Neuroradiology. 2003 Jun;45(6):404-9. doi: 10.1007/s00234-002-0922-8. Epub 2003 Apr 26.
The purpose of our experimental study was to assess the accuracy and precision of CT angiography (CTA), MR angiography (MRA) and rotational digital subtraction angiography (DSA) for measuring the volume of an in vitro aneurysm model. A rigid model of the anterior cerebral circulation harbouring an anterior communicating aneurysm was connected to a pulsatile circuit. It was studied using unenhanced 3D time-of-flight MRA, contrast-enhanced CTA and rotational DSA angiography. The source images were then postprocessed on dedicated workstations to calculate the volume of the aneurysm. CTA was more accurate than MRA (P=0.0019). Rotational DSA was more accurate than CTA, although the difference did not reach statistical significance (P=0.1605), and significantly more accurate than MRA (P<0.00001). CTA was more precise than MRA (P=0.12), although this did not reach statistical significance. Rotational DSA can be part of the diagnosis, treatment planning and support endovascular treatment of intracranial aneurysms. The emerging endovascular treatment techniques which consist of using liquid polymers as implants to exclude aneurysms from arterial circulation would certainly benefit from this precise measurement of the volume of aneurysms.

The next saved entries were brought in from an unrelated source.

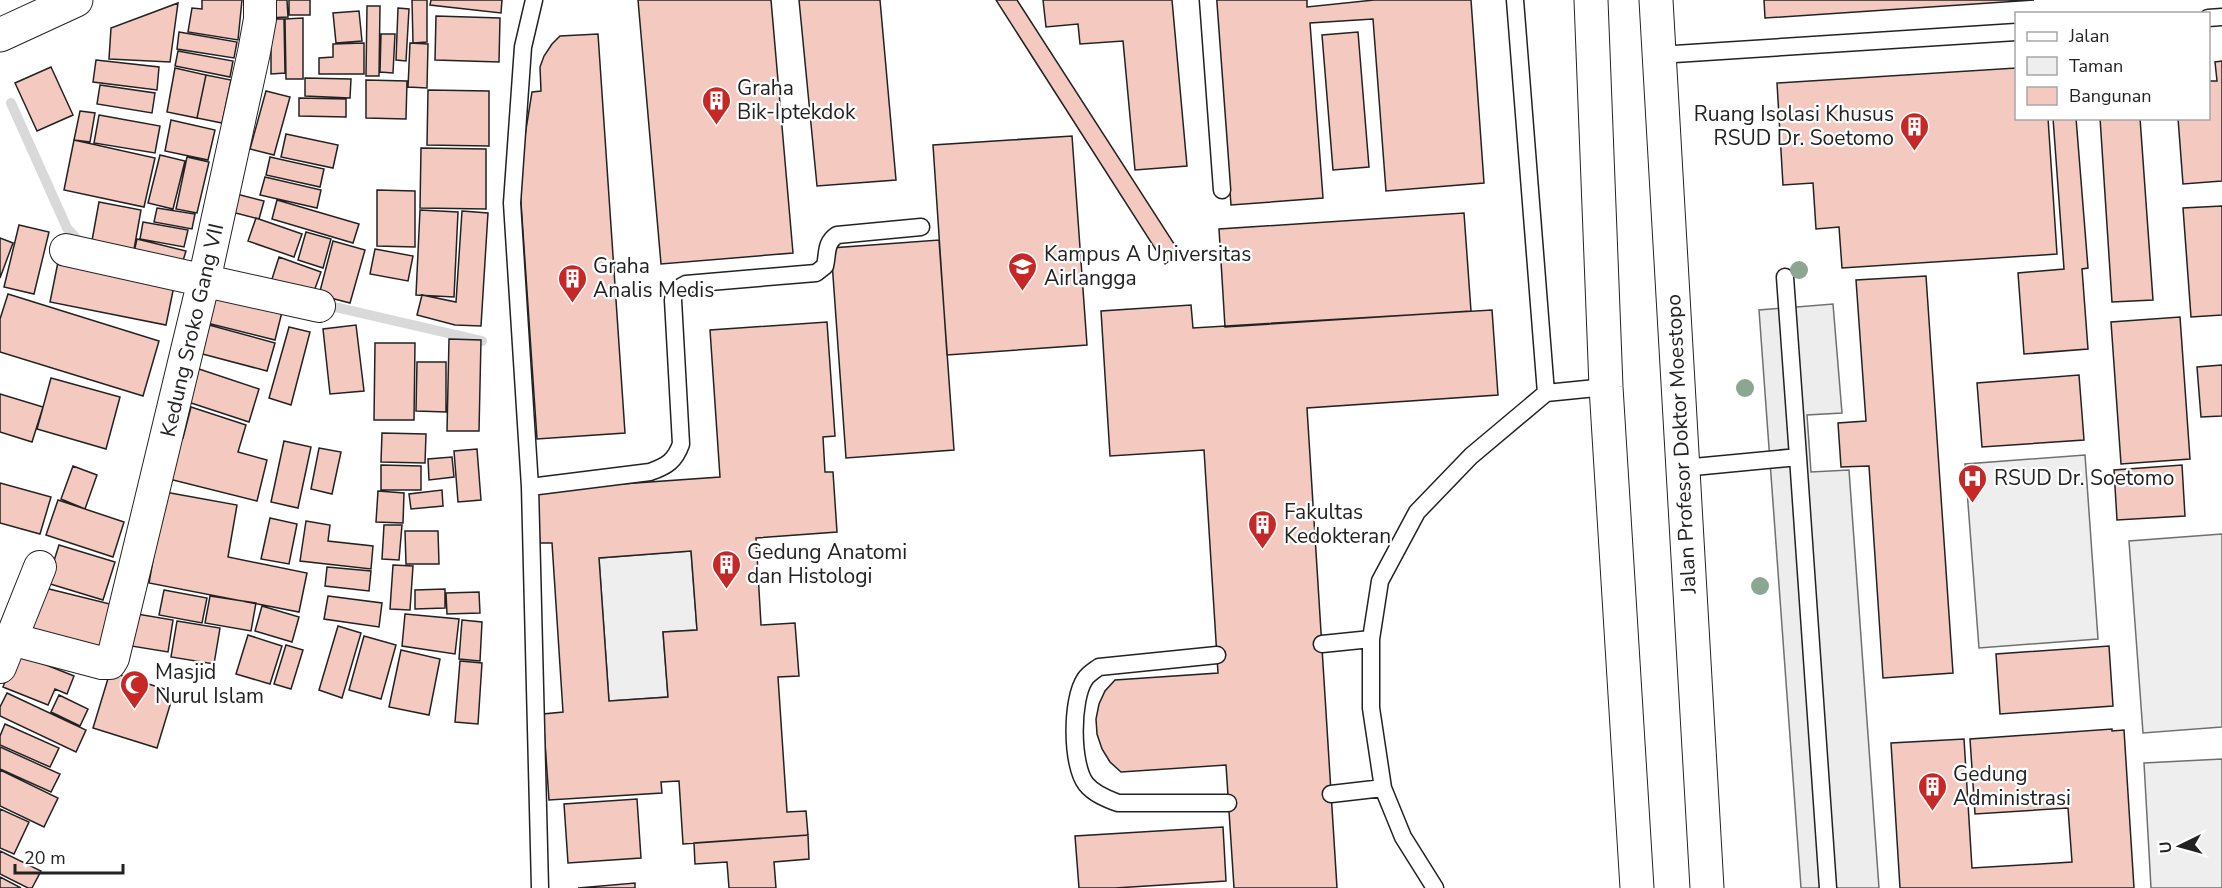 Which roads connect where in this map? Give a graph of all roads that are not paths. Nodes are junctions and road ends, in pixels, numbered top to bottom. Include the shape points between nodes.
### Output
1 (76, 0) edge
2 (260, 0) edge
3 (534, 0) edge
4 (1208, 0) edge
5 (1515, 0) edge
6 (1591, 0) edge
7 (1656, 0) edge
8 (2015, 32) edge
9 (0, 35) edge
10 (1659, 55) junction
11 (1222, 190) dead end
12 (921, 227) dead end
13 (66, 250) dead end
14 (206, 274) junction
15 (1785, 277) dead end
16 (319, 306) dead end
17 (1606, 387) junction
18 (1546, 393) junction
19 (1798, 458) junction
20 (1683, 468) junction
21 (530, 487) junction
22 (40, 567) dead end
23 (1371, 639) junction
24 (1322, 644) dead end
25 (5, 653) edge
26 (1217, 655) dead end
27 (1383, 788) junction
28 (1331, 794) dead end
29 (1228, 803) dead end
30 (540, 888) edge
31 (1435, 888) edge
32 (1636, 888) edge
33 (1707, 888) edge
34 (1828, 888) edge

1 - 9 main road
2 - 14 street, Kedung Sroko Gang VII via 254,52
3 - 21 lane via 523,47 512,203
4 - 11 lane
5 - 18 lane
6 - 17 main road
7 - 10 main road, Jalan Profesor Doktor Moestopo
8 - 10 lane
10 - 20 main road, Jalan Profesor Doktor Moestopo
12 - 21 lane via 837,235 828,244 825,266 816,273 681,286 673,300 681,444 676,457 666,467 650,472
13 - 14 street
14 - 16 street
14 - 25 street, Kedung Sroko Gang VII via 113,658 110,663 102,663
15 - 19 lane
17 - 18 lane
17 - 32 main road
18 - 23 lane via 1472,456 1417,512 1380,581
19 - 20 lane
19 - 34 lane
20 - 33 main road, Jalan Profesor Doktor Moestopo
21 - 30 lane
22 - 25 street
23 - 24 lane
23 - 27 lane via 1371,708
26 - 29 lane via 1099,667 1085,679 1076,703 1077,764 1086,784 1102,797 1118,803
27 - 28 lane
27 - 31 lane via 1403,837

我们的实验研究目的是评估CT血管造影(CTA)、磁共振血管造影(MRA)和旋转数字减影血管造影(DSA)测量体外动脉瘤模型体积的准确性和精确性。一个带有前交通动脉瘤的大脑前循环刚性模型连接到一个脉动回路。使用非增强三维时间飞跃MRA、对比增强CTA和旋转DSA血管造影对其进行研究。然后在专用工作站上对源图像进行后处理以计算动脉瘤体积。CTA比MRA更准确(P = 0.0019)。旋转DSA比CTA更准确,尽管差异未达到统计学意义(P = 0.1605),且比MRA显著更准确(P < 0.00001)。CTA比MRA更精确(P = 0.12),尽管这未达到统计学意义。旋转DSA可作为颅内动脉瘤诊断、治疗计划制定和血管内治疗辅助的一部分。新兴的血管内治疗技术,即使用液体聚合物作为植入物将动脉瘤与动脉循环隔离开来,肯定会受益于这种对动脉瘤体积的精确测量。